Besides giving access to high culture to the underprivileged he believed that collective work through orchestras would inspire a social transformation in the poor communities. He was convinced that classical music would occupy young people with music study and instil values that can come from playing in ensembles: a sense of community, commitment and self-worth. This is especially important for children in slums exposed to criminal gangs, drug trafficking and violence. 

Abreu started a new youth orchestra and held the first meeting of the orchestra in a parking garage with a few teenagers. Within a year, he had built an ensemble and took it to a festival in Scotland and won critical praise for his work. After the success of the programme in Caracas, he opened more centres all over the country.
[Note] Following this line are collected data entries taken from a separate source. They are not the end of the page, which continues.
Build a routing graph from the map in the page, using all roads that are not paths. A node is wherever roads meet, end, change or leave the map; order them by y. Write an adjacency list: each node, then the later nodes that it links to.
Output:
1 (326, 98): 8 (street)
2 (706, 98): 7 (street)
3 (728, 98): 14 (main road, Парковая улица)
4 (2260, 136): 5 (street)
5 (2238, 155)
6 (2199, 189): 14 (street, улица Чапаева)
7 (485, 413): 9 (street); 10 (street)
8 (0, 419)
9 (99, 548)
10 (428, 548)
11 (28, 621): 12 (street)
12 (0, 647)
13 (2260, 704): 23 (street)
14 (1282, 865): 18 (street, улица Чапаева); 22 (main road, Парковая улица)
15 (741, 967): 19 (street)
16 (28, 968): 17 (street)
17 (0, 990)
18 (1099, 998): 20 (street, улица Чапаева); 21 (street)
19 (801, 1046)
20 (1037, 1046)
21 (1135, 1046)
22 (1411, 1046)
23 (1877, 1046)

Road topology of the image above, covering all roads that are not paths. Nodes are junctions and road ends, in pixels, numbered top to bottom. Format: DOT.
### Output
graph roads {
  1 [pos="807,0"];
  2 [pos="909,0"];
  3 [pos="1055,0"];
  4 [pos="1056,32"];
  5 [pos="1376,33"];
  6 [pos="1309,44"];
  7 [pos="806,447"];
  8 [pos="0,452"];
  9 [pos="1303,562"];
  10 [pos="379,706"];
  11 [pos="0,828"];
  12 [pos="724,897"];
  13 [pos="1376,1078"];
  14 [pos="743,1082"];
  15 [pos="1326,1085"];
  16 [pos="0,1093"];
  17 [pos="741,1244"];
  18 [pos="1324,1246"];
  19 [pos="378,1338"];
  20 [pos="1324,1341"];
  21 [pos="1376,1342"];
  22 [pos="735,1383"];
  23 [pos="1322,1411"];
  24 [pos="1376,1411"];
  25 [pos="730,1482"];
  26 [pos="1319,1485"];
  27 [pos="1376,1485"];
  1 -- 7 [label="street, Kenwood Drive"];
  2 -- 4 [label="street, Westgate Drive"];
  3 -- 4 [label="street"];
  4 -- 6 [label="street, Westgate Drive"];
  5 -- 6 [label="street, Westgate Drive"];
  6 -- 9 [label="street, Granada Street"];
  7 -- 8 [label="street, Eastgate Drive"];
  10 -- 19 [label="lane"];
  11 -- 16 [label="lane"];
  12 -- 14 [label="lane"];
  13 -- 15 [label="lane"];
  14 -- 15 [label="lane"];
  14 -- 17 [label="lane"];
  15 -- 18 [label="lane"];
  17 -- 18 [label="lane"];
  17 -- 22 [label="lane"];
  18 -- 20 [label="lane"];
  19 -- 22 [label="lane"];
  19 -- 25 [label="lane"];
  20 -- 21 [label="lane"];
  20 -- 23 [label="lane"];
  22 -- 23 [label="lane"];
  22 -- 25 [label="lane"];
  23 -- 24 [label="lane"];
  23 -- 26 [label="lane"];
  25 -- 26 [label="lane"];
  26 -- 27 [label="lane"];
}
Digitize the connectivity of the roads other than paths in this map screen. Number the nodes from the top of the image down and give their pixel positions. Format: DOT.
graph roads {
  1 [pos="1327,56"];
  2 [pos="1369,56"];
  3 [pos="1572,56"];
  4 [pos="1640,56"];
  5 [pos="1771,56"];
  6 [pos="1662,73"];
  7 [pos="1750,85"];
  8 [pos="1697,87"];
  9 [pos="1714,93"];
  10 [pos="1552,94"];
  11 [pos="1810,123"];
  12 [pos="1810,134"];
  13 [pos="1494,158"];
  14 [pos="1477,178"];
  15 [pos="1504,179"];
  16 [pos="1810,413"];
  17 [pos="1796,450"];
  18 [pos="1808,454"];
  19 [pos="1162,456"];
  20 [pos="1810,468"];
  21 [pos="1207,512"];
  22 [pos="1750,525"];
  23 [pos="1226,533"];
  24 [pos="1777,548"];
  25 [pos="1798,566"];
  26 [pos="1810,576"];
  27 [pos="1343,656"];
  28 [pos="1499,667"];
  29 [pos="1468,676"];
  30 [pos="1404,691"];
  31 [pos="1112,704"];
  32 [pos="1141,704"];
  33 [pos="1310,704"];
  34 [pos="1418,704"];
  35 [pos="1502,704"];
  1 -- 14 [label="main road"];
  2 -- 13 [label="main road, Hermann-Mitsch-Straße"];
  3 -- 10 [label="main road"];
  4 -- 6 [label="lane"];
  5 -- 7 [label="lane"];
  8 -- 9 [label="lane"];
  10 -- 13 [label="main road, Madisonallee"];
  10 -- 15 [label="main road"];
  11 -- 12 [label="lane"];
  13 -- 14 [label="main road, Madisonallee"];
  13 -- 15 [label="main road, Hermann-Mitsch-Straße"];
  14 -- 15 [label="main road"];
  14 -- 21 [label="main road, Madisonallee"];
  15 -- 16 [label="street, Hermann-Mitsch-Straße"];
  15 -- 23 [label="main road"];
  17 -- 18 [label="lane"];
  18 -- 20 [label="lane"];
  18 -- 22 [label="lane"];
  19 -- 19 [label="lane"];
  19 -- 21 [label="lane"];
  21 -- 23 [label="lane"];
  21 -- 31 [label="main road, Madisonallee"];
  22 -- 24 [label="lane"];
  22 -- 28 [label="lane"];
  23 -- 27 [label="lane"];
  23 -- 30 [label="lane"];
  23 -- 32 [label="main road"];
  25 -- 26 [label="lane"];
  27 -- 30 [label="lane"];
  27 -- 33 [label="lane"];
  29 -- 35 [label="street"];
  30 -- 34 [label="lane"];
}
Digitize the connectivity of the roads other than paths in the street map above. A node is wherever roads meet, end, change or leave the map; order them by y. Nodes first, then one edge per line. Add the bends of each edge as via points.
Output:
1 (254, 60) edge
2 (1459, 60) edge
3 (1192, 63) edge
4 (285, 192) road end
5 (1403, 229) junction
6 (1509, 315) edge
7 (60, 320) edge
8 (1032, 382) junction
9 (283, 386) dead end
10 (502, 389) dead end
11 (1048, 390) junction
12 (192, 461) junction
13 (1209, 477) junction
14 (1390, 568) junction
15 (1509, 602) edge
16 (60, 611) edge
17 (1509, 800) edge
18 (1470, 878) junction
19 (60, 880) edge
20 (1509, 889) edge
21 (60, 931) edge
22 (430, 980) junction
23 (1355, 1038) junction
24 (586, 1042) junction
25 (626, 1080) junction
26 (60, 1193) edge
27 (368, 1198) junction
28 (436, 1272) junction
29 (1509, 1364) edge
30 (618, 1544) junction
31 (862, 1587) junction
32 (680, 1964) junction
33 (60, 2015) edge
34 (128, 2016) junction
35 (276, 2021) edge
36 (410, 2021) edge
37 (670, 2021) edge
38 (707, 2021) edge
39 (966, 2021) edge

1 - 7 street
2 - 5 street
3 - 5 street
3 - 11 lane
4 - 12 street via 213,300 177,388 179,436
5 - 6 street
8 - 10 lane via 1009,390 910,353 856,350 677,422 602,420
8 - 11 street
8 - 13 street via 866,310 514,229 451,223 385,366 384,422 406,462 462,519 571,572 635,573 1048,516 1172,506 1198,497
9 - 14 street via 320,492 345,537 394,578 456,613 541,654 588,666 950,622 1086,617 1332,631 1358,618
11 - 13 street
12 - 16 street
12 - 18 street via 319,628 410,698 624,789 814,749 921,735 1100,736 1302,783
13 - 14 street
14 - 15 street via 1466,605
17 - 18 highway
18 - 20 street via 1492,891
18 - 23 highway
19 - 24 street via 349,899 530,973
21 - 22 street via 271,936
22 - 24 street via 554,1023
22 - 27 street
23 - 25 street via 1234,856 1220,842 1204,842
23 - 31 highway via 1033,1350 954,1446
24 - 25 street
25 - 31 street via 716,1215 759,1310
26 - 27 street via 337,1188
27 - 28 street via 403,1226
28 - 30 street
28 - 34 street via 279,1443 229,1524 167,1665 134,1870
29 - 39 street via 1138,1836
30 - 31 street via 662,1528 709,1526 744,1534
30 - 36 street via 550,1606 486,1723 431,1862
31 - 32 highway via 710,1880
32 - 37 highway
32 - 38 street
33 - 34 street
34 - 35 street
In 1995, Abreu was appointed Special Ambassador for the Development of a Global Network of Youth and Children Orchestras and Choirs by UNESCO. Sir Simon Rattle, director of the Berlin Philharmonic said in a statement in 2011,  "What Abreu and El Sistema have done is to bring hope, through music, to hundreds of thousands of lives that would otherwise have been lost to drugs and violence." El Sistema has proved to be a programme of social rescue and cultural transformation for thousands of children from poor neighbourhoods in the country". The Inter American Development Bank extended grants and credit for building of regional centres of El Sistema in Venezuela. The Bank has praised the program after studying its impact through an interdisciplinary group. According to the study El Sistema has helped the children improve their capacity to control their attention, behavior and emotions besides showing lesser aggression and improvement in relations with peers.  

El Sistema provides free classical music training during after-school hours in the afternoons. It organizes orchestras with children and teenagers (between the ages of 2 and 18) many of whom are from poor families. The system provides musical instruments. Talented and interested adolescent students are trained to become teachers and encouraged to open new centres.

The most remarkable feature of the system is its instant immersion. The children begin playing in ensembles from the moment they pick up their instruments. They enjoy the novelty of playing instruments they cannot afford to buy and feel spiritual uplift from the soothing classical music in their neighbourhood filled with the noise of gunshots and screams. The parents and neighbours of the kids in El Sistema, who cannot imagine going to the theatres for classical music performances, are fascinated by the opportunity of exposure to the high culture within their community. They are proud of the performance and achievements of the students of El Sistema. El Sistema has trained over a million students. It operates over 400 centres and 1700 orchestras with more than 5000 music teachers. 

The students, depending on talent and ambition, advance to statewide orchestras, with the younger ones in children’s orchestras and those in their late teens and 20s in youth orchestras. The best are selected to join the national Bolívar Youth Orchestra. Some alumni of El Sistema have gone on to distinguished careers in famous orchestras around the world.

Gustavo Dudamel, the celebrity music director of Los Angeles Philharmonic, is a product of the El Sistema.  He is scheduled to become the Music and Artistic Director of the New York Philharmonic in 2026. He attributes his success to ‘El Sistema’ and misses no opportunity to express his gratitude to his mentor Abreu, who passed away in 2018.

  

El Sistema has inspired a number of similar projects in two dozen countries including US, UK, Canada, Spain, Bolivia, Philippines and South Korea. There are nearly 200 Sistema-inspired programs in the United States.

I hope TM Krishna succeeds in his mission to spread the Carnatic music to more Kuppams.